In theory, all animals producing consumer goods (meat, leather, skin, feathers, etc.), or kept as ornaments and pets could be legally sold since authorized by the surveillance agency – Ibama in this case. How to obtain this authorization? Through the animal’s legal and certified origin i.e., through duly regulated and registered commercial breeding-grounds. For example: parrots; macaws; saffron finches; greater large-biled seed-finches; lesser seed-finches; sun parakeets; tortoises; emus; capybaras; collared peccaries; white-lipped peccaries; deers; turtles; alligators; butterflies; and others. However, there are critically endangered animals living in nature and listed in the Ibama official list of endangered animals. In this case, trade can only be possible through the maintenance of considerable stocks of the species in captivity, which would guarantee the species’ self-sustainability through its F2 generation (the offspring of certified captivity-born animals). Neither female nor male breeders can be taken from nature to form stocks whatsoever – in such case, captive animals already registered in Ibama should be used. Specimens destined to the international market and listed in both the Ibama list of endangered species (in the case of Brazil) and in Cites Annex I (the world list of endangered fauna) can only be traded through breeding grounds registered in Ibama (in the case of Brazil) or in Cites Secretariat, Geneva, Switzerland. Refer to Cites definition.
8 – What is Cites?
Established in 1973, Cites is the Convention on International Trade in Endangered Species of Wild Fauna and Flora. Brazil is signatory to this 173-country Convention since 1975. Cite’s purpose is to establish cooperation among nations in order to prevent the animal trade from threatening animal species with extinction. The signatory parties control this trade through licenses and certificates that guarantee that the species being traded have legal origin and are monitored by both the producer countries and the consumers of their products.

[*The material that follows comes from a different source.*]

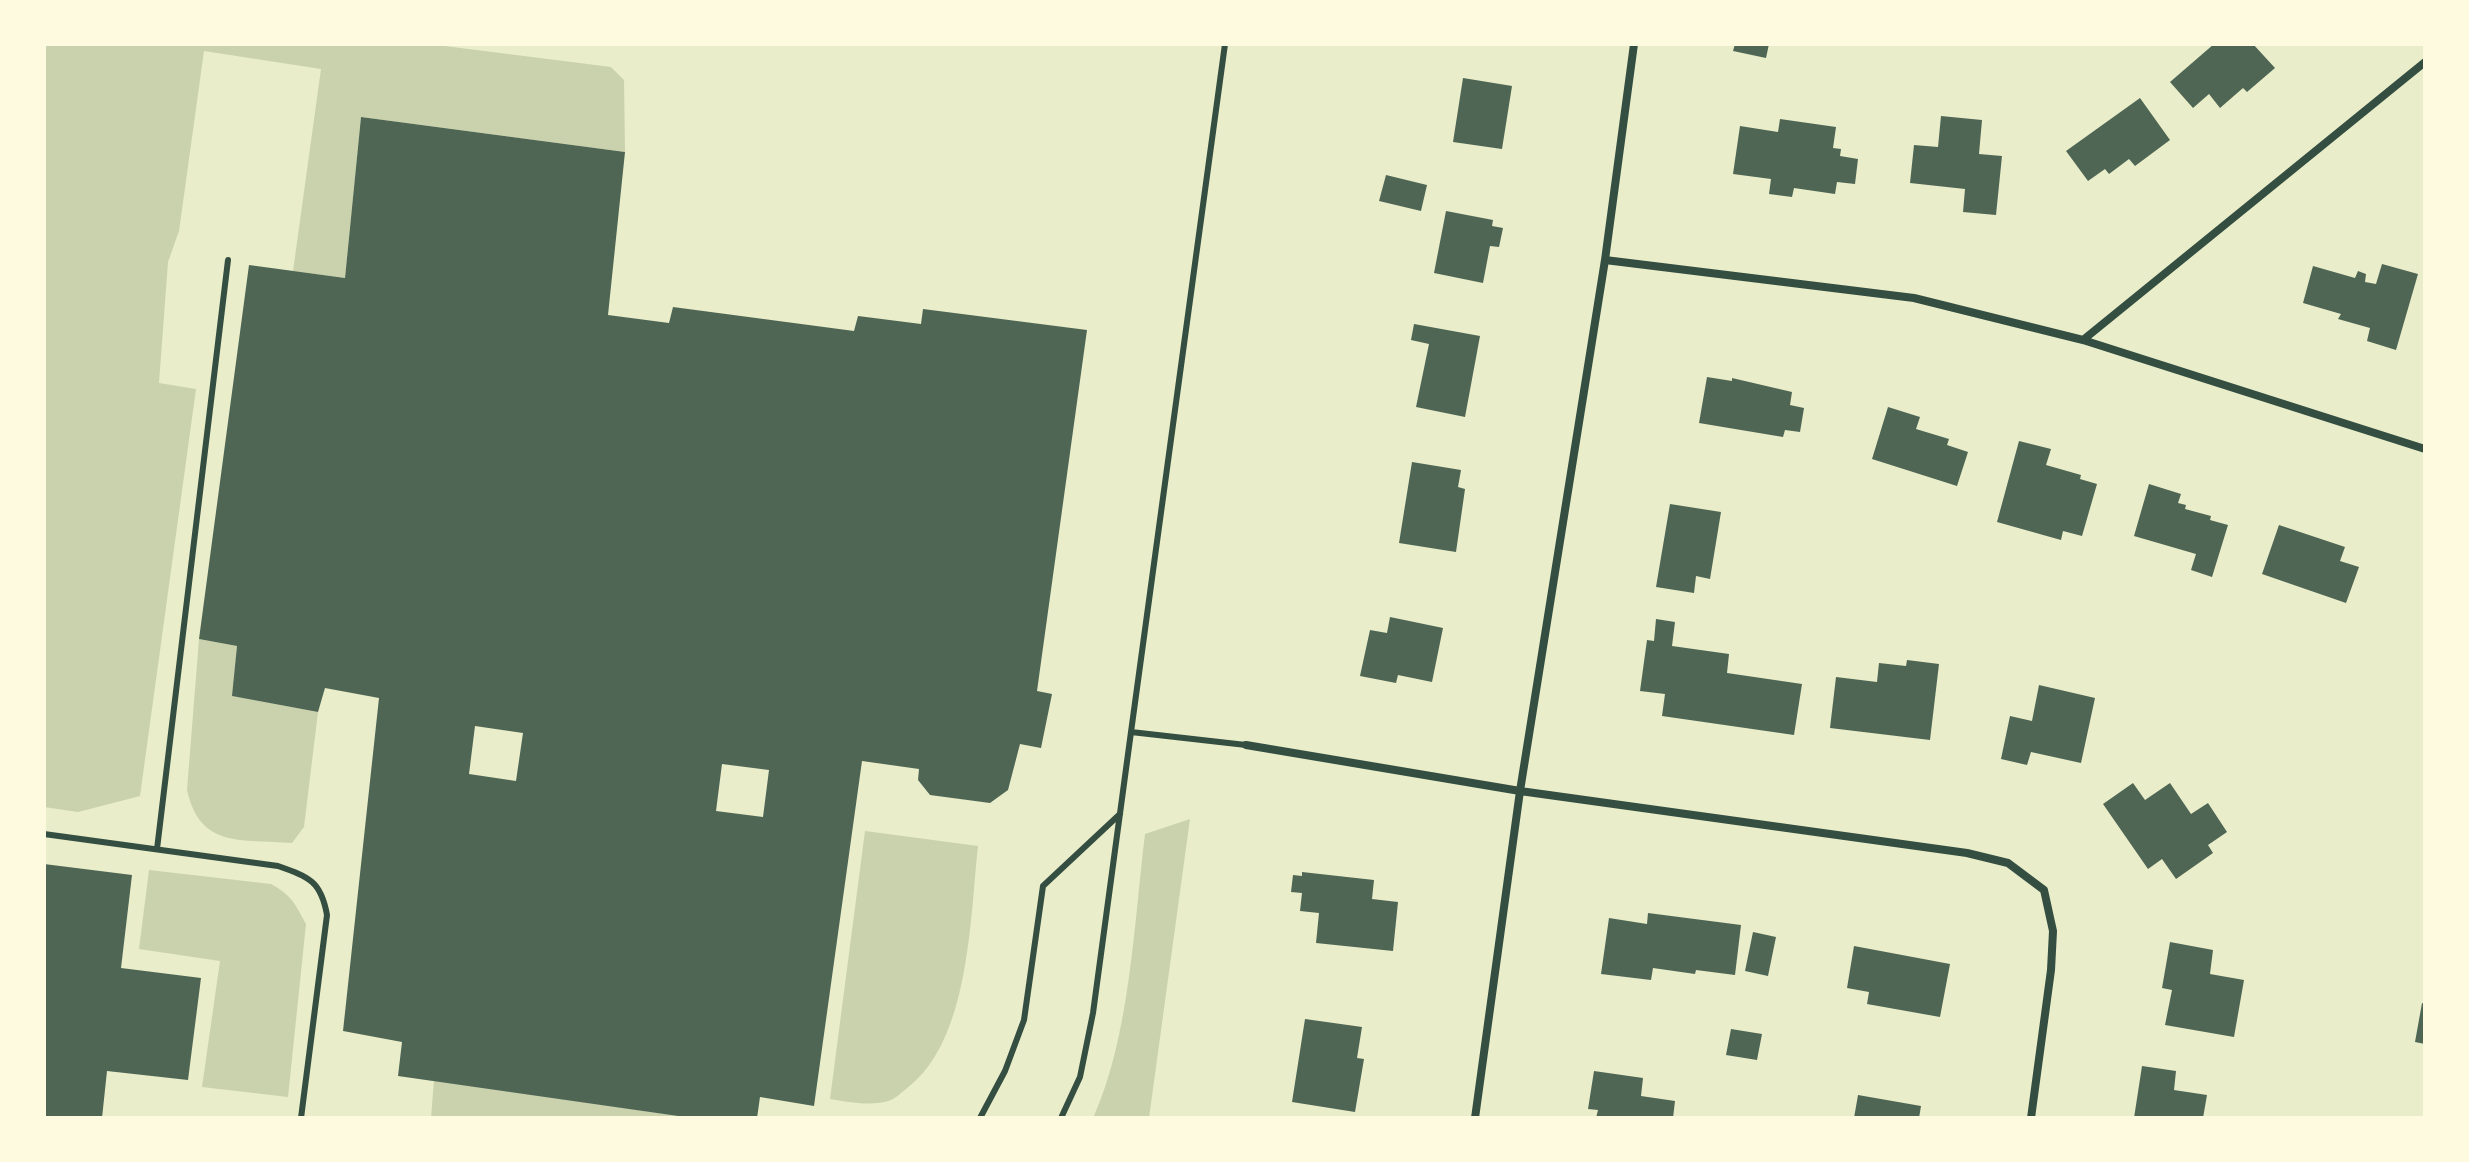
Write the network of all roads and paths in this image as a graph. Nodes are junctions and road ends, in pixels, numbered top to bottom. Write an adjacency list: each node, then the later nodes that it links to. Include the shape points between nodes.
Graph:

9 – Can Brazilian animals be sold abroad?
Yes, provided that all Ibama and Cites requirements are fulfilled, when pertinent. However, an exportation license issued by Ibama is required.

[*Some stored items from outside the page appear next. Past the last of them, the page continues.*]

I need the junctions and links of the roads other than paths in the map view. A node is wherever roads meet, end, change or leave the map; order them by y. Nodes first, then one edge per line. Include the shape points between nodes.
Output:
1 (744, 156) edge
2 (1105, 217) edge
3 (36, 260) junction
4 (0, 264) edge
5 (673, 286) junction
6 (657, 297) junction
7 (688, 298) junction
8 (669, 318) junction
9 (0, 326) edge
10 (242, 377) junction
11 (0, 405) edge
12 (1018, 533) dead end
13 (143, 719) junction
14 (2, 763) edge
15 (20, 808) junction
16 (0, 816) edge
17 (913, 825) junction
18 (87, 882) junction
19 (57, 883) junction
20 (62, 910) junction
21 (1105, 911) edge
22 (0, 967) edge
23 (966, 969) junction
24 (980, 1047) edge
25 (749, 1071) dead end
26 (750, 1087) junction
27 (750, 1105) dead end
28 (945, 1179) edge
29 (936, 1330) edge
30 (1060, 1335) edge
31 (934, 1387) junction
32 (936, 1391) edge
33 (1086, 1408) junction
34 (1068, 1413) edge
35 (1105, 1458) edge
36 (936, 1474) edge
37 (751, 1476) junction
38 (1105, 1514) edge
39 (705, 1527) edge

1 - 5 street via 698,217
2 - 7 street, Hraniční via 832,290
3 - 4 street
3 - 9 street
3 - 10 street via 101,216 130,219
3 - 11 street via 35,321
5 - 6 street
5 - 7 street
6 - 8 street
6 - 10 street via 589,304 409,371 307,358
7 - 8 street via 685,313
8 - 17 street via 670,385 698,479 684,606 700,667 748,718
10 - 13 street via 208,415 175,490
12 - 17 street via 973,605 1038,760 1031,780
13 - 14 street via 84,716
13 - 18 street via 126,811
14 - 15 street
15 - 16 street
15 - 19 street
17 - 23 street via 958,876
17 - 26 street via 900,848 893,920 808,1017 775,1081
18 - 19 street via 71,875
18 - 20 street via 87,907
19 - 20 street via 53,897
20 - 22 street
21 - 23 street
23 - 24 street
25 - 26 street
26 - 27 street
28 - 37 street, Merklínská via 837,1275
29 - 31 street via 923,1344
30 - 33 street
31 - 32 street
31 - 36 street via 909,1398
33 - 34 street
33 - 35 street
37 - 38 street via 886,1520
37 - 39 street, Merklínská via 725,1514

10 – What are the criteria used by the Brazilian government to control animals sent abroad?
For commercial purposes, the animals shall come from breeding-grounds registered in Ibama, or in the Cites Secretariat, when pertinent. For scientific purposes, and conservationist research, animals shall come from captivity sites registered in Ibama (zoos, and scientific and conservationist breeding-grounds) or, when collected in nature, a capture license (issued by Ibama upon the presentation of a research project justifying the capture) is required. All animal exportation shall be justified, documented and have a license issued by Ibama. In some specific cases such as endangered live animals, Ibama requires to the foreign importer an agreement establishing that animals remain a property of the Brazilian government, as well as its descendants. This agreement is signed among the exporting Brazilian institution, the foreign importer institution and Ibama.
11 – When finding Brazilian animals abroad can Ibama repatriate them?
It is possible if the animal is found to have been illegally sent abroad. However, repatriation is a long-lasting process and depends, almost exclusively, on the goodwill of Cites signatory countries and on the Brazilian embassies in these countries.
12 – If I find an animal being sold abroad, what can I do to know if it’s a trafficking product? If so, I want to report it to the authorities. What should I do?
You should verify with the seller, expositor, or transporter, the legal purchasing or selling document that authorize the animal transportation and import. In case you’re in doubt, consult Cites’ local administrative authority.